Hi, i am trying to burn Ubuntu or WIndows10 iso file to the Usb and i think Kde-Services will be useful for this. (use dd command)


Dolphin: Control -> Configure Dolphin... -> Services -> Download New Services... -> Installed kde-services plug-in but it doesnt work. How can i make it work?


----------



## ShelLuser (Mar 21, 2018)

How did you install it? Because you can't install that using the Dolphin interface: it will inform you about an error ("noticed HTML page") and then redirects you here.
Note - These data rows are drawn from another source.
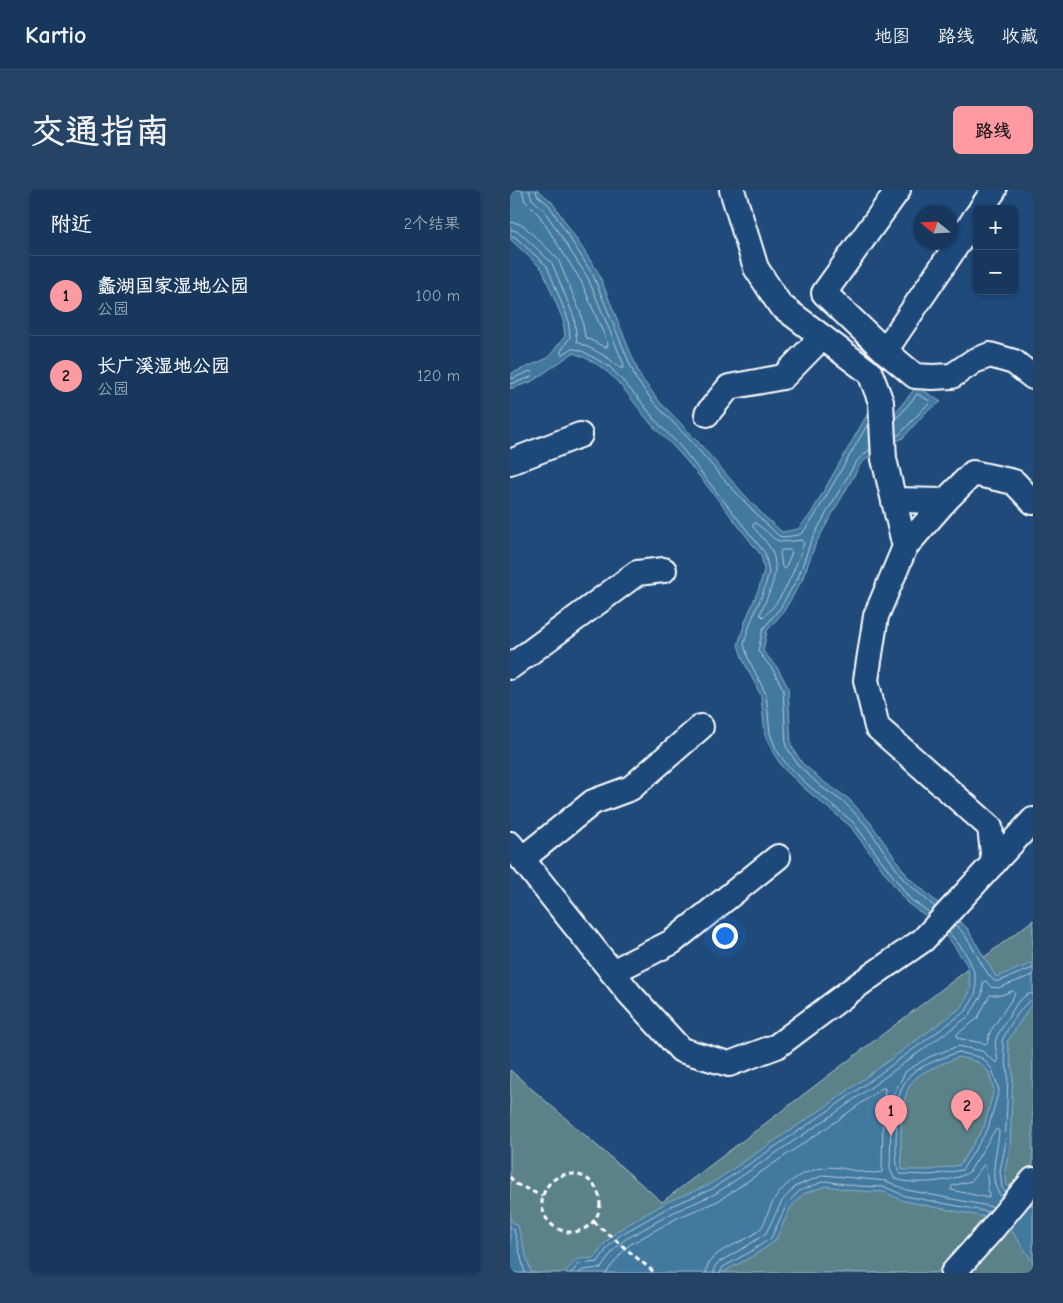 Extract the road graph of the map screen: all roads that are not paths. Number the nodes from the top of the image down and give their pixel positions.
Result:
1 (732, 190) edge
2 (898, 190) edge
3 (994, 190) edge
4 (984, 205) edge
5 (973, 221) edge
6 (822, 337) junction
7 (885, 351) junction
8 (1033, 377) edge
9 (708, 414) dead end
10 (580, 435) dead end
11 (510, 462) edge
12 (894, 500) junction
13 (945, 501) junction
14 (1033, 502) edge
15 (905, 546) junction
16 (664, 570) dead end
17 (510, 668) edge
18 (701, 727) dead end
19 (1029, 824) edge
20 (990, 827) junction
21 (516, 852) edge
22 (778, 857) dead end
23 (994, 863) junction
24 (612, 972) junction
25 (1030, 1184) edge
26 (953, 1273) edge

1 - 6 street
2 - 7 street
3 - 4 street
5 - 7 street
6 - 9 street
6 - 12 street
7 - 8 street
10 - 11 street
12 - 13 street
12 - 15 street
13 - 14 street
13 - 15 street
15 - 20 street
16 - 17 street
18 - 21 street
19 - 20 street
19 - 23 street
20 - 23 street
21 - 24 street
22 - 24 street
23 - 24 street
25 - 26 street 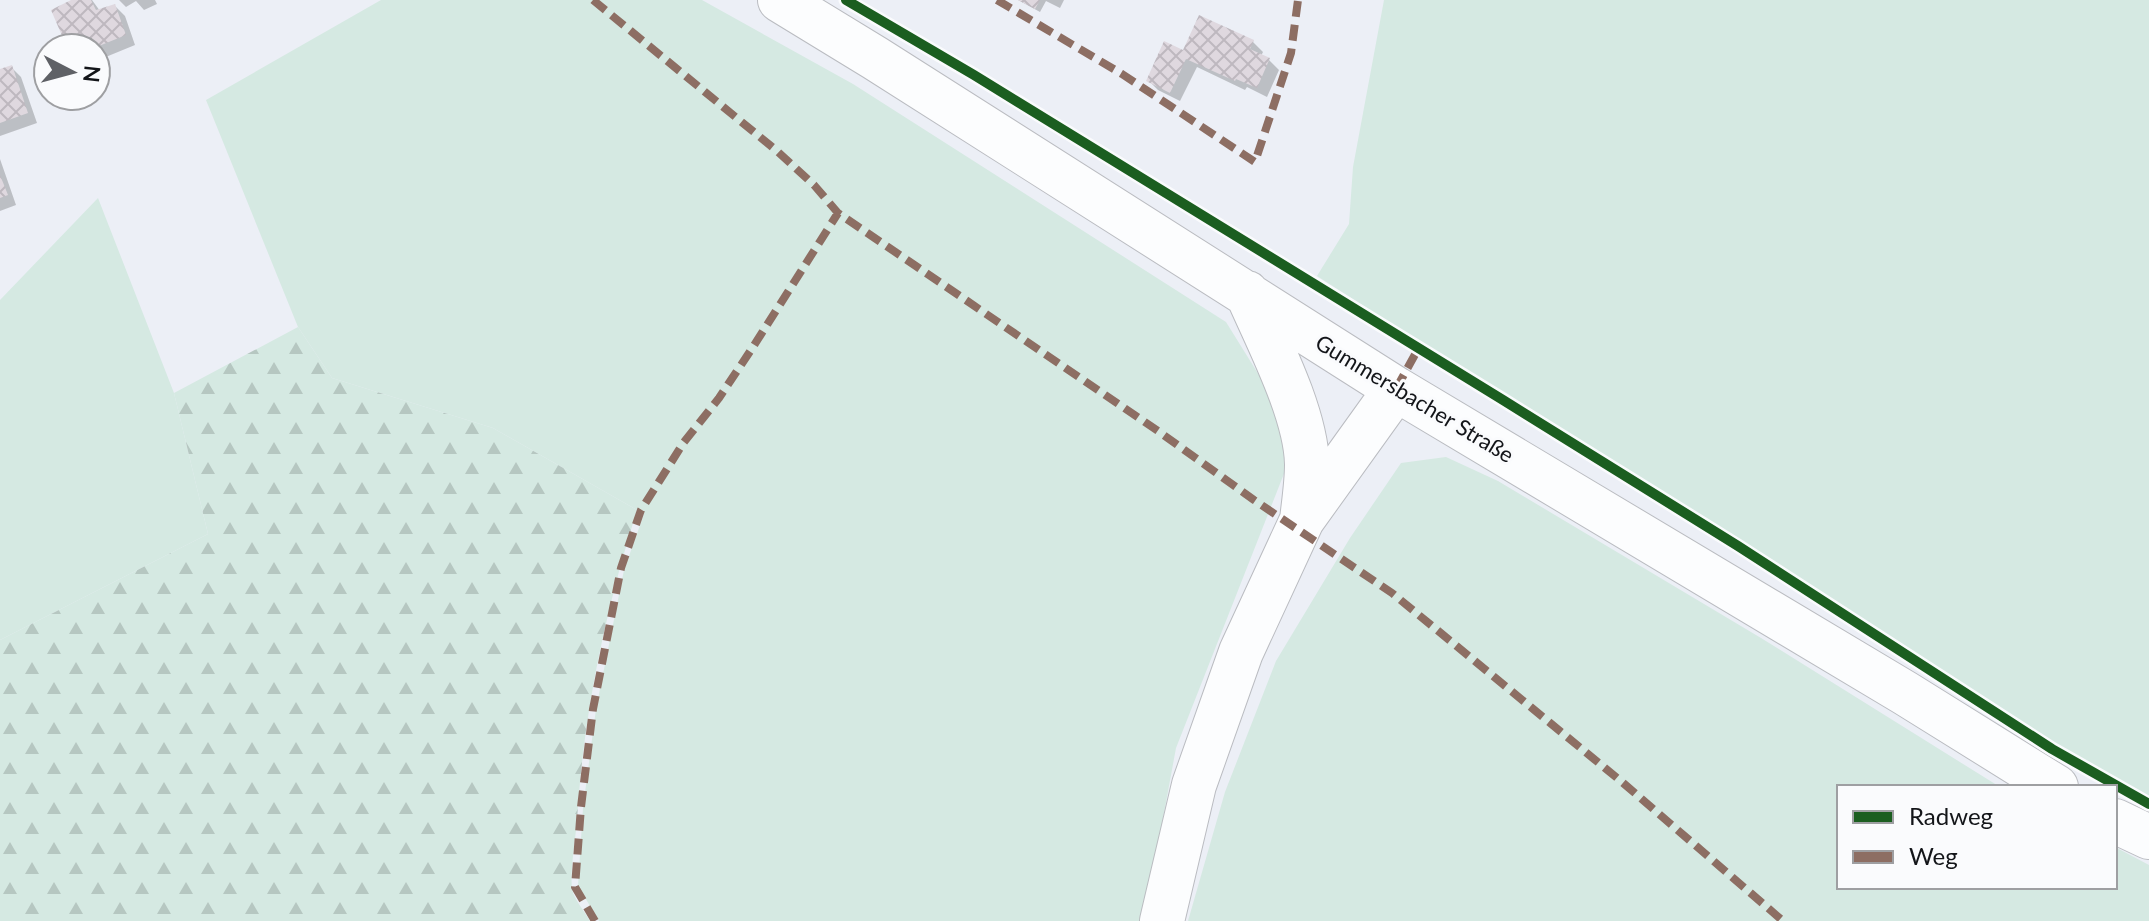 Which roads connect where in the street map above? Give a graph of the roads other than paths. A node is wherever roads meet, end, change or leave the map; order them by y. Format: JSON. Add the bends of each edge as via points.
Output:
{"nodes":[{"id":1,"x":780,"y":0,"type":"edge"},
{"id":2,"x":1247,"y":293,"type":"junction"},
{"id":3,"x":1396,"y":389,"type":"junction"},
{"id":4,"x":1302,"y":520,"type":"junction"},
{"id":5,"x":2053,"y":785,"type":"edge"},
{"id":6,"x":2117,"y":822,"type":"edge"},
{"id":7,"x":2149,"y":837,"type":"edge"},
{"id":8,"x":1162,"y":921,"type":"edge"}],
"edges":[{"from":1,"to":2,"type":"main road","name":"Gummersbacher Straße"},
{"from":2,"to":3,"type":"main road","name":"Gummersbacher Straße"},
{"from":2,"to":4,"type":"main road","via":[[1302,429],[1307,463]]},
{"from":3,"to":4,"type":"main road"},
{"from":3,"to":5,"type":"main road","name":"Gummersbacher Straße"},
{"from":4,"to":8,"type":"main road","via":[[1241,652],[1199,770]]},
{"from":6,"to":7,"type":"main road"}]} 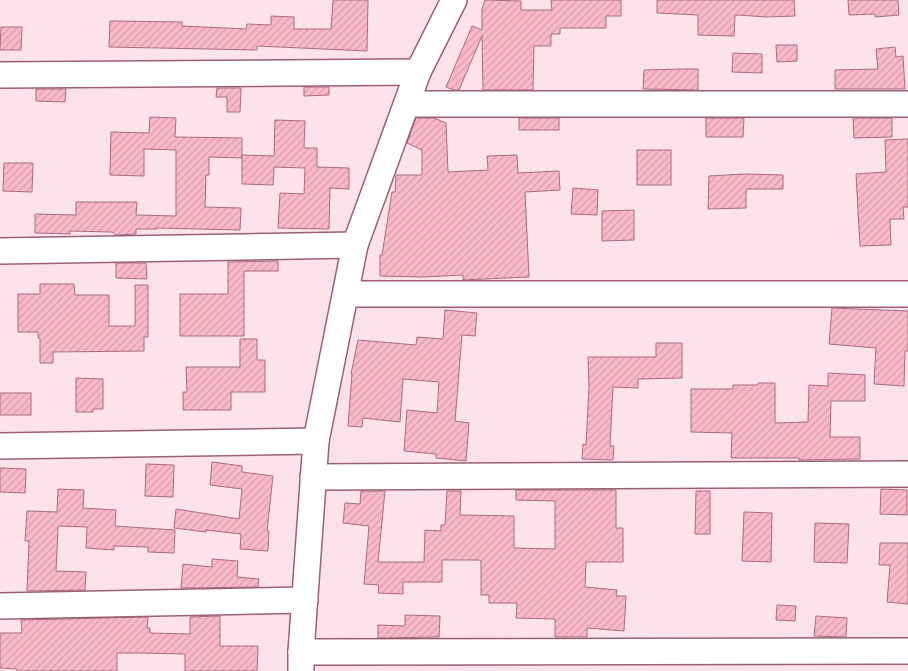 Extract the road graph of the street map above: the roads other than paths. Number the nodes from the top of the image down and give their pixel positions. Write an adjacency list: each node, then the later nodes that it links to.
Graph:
1 (454, 0): 2 (street)
2 (418, 72): 3 (street); 4 (street)
3 (0, 75)
4 (406, 104): 5 (street); 6 (street)
5 (908, 104)
6 (355, 245): 7 (street); 8 (street)
7 (0, 251)
8 (346, 294): 9 (street); 10 (street)
9 (908, 294)
10 (316, 441): 11 (street); 13 (street)
11 (0, 446)
12 (908, 474): 13 (street)
13 (314, 477): 14 (street)
14 (305, 600): 15 (street); 17 (street)
15 (0, 606)
16 (908, 651): 17 (street)
17 (301, 662) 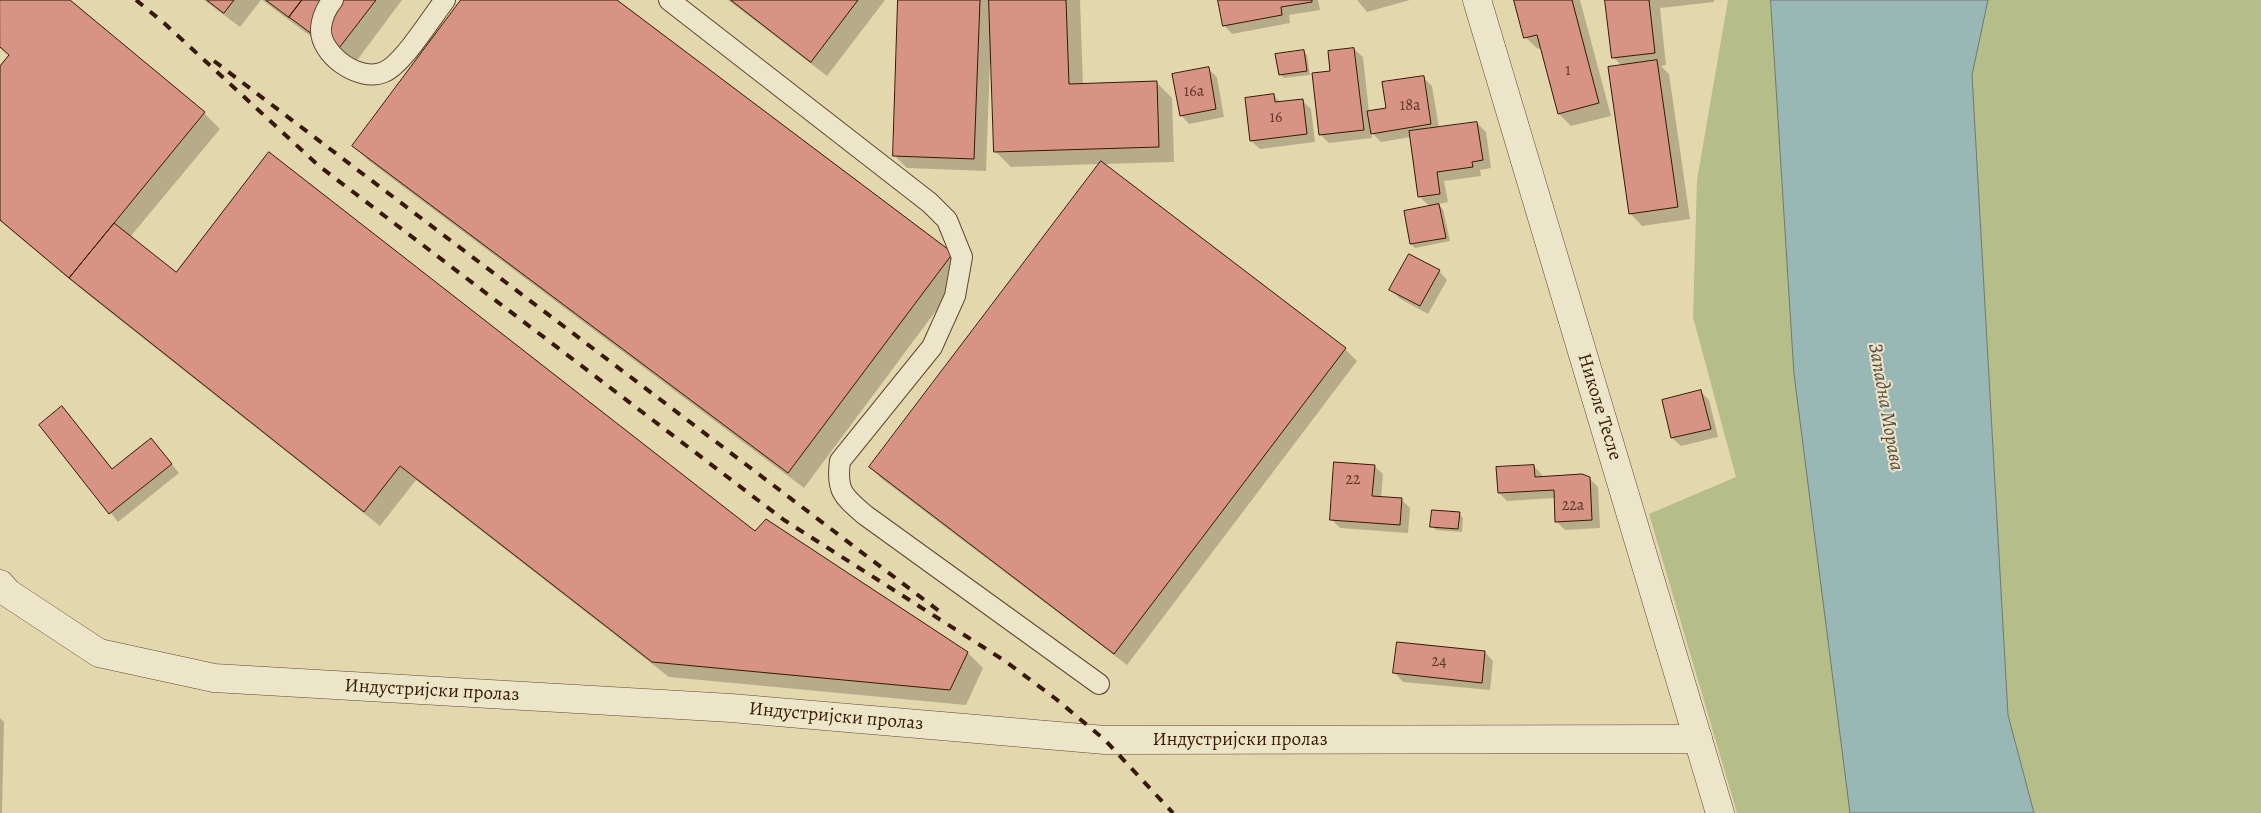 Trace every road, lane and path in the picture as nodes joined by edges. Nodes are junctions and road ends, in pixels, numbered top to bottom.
1 (333, 0) edge
2 (445, 0) edge
3 (669, 0) edge
4 (1477, 0) edge
5 (0, 584) edge
6 (1099, 684) dead end
7 (1698, 739) junction
8 (1720, 813) edge

1 - 2 lane
3 - 6 lane
4 - 7 street, Николе Тесле
5 - 7 street, Индустријски пролаз
7 - 8 street, Николе Тесле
So what did you do with the tarball? If you didn't mess with a tarball then you haven't actually installed the plugin, and that would explain why it doesn't work.

(edit)

Your best bet to get access to more Dolphin services is devel/dolphin-plugins-kde4, but that's most likely already installed because devel/kdesdk-kde4 depends on it which in its turn is required by the main KDE4 meta package.

I just checked the tarball I mentioned above and as also mentioned by k.jacker below my post your main problem is that most KDE software has Linux in mind, and Linux and FreeBSD differ in many ways, one of which being the location of the installed software.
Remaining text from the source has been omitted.